**Records supplied**

◆ ◆ ◆ ◆

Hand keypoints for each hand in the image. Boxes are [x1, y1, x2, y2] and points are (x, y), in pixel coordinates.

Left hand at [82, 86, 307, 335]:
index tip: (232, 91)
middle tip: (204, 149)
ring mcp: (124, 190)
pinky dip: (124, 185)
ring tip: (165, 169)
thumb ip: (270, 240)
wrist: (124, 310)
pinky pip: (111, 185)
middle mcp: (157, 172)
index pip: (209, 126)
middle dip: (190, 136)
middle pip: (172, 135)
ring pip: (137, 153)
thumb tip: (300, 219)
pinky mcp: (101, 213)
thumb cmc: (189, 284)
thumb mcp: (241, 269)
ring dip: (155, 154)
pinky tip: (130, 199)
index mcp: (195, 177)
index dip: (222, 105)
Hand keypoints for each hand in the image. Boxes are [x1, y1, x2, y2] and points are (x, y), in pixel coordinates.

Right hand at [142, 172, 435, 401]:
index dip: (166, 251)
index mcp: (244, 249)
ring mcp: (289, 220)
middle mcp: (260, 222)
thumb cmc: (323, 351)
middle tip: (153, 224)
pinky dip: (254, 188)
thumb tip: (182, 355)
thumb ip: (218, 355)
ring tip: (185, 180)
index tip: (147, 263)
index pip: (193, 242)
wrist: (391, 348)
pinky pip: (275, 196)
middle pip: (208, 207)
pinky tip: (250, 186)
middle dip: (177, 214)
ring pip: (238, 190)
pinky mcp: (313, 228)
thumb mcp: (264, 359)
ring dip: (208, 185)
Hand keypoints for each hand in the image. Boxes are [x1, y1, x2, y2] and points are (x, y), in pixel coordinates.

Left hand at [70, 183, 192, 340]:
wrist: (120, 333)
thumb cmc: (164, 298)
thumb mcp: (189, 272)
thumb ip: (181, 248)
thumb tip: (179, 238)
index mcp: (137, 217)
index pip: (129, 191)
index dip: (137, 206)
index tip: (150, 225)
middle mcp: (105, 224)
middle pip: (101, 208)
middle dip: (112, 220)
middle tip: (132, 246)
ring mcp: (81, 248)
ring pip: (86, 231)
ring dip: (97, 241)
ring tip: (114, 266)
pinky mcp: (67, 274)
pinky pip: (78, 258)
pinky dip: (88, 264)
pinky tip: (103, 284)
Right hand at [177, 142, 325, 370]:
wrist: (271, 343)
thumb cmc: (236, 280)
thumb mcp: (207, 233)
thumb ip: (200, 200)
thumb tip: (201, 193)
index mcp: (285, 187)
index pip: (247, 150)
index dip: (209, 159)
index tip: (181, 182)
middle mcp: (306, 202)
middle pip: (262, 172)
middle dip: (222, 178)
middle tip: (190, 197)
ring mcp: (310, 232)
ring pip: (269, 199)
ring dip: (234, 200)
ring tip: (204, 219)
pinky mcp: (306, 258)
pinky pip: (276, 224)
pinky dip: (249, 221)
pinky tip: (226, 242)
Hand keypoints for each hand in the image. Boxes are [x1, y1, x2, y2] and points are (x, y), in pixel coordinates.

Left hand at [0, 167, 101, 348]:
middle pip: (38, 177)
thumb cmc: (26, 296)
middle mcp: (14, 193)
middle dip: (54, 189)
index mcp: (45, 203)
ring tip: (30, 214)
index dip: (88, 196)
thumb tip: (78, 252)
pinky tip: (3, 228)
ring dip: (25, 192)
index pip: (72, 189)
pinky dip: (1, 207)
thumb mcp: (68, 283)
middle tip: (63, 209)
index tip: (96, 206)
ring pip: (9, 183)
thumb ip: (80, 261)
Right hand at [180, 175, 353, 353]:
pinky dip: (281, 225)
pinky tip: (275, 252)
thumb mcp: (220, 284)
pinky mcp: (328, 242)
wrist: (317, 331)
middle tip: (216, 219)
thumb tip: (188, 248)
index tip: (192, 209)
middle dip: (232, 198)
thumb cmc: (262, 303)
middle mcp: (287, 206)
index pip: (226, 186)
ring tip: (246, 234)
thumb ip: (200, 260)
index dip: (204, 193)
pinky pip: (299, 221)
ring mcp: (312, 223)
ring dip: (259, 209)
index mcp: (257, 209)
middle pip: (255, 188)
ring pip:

◆ ◆ ◆ ◆

**The problem**
Your answer must be the line that contains "index mcp: (45, 203)" and every line after it to the end of the records, reproduced exactly.

**Reply to the task**
index mcp: (45, 203)
ring tip: (30, 214)
index dip: (88, 196)
thumb tip: (78, 252)
pinky tip: (3, 228)
ring dip: (25, 192)
index pip: (72, 189)
pinky dip: (1, 207)
thumb mcp: (68, 283)
middle tip: (63, 209)
index tip: (96, 206)
ring pip: (9, 183)
thumb ip: (80, 261)
Right hand at [180, 175, 353, 353]:
pinky dip: (281, 225)
pinky tip: (275, 252)
thumb mcp: (220, 284)
pinky mcp: (328, 242)
wrist: (317, 331)
middle tip: (216, 219)
thumb tip: (188, 248)
index tip: (192, 209)
middle dip: (232, 198)
thumb cmc: (262, 303)
middle mcp: (287, 206)
index pip: (226, 186)
ring tip: (246, 234)
thumb ip: (200, 260)
index dip: (204, 193)
pinky pip: (299, 221)
ring mcp: (312, 223)
ring dip: (259, 209)
index mcp: (257, 209)
middle pip: (255, 188)
ring pip:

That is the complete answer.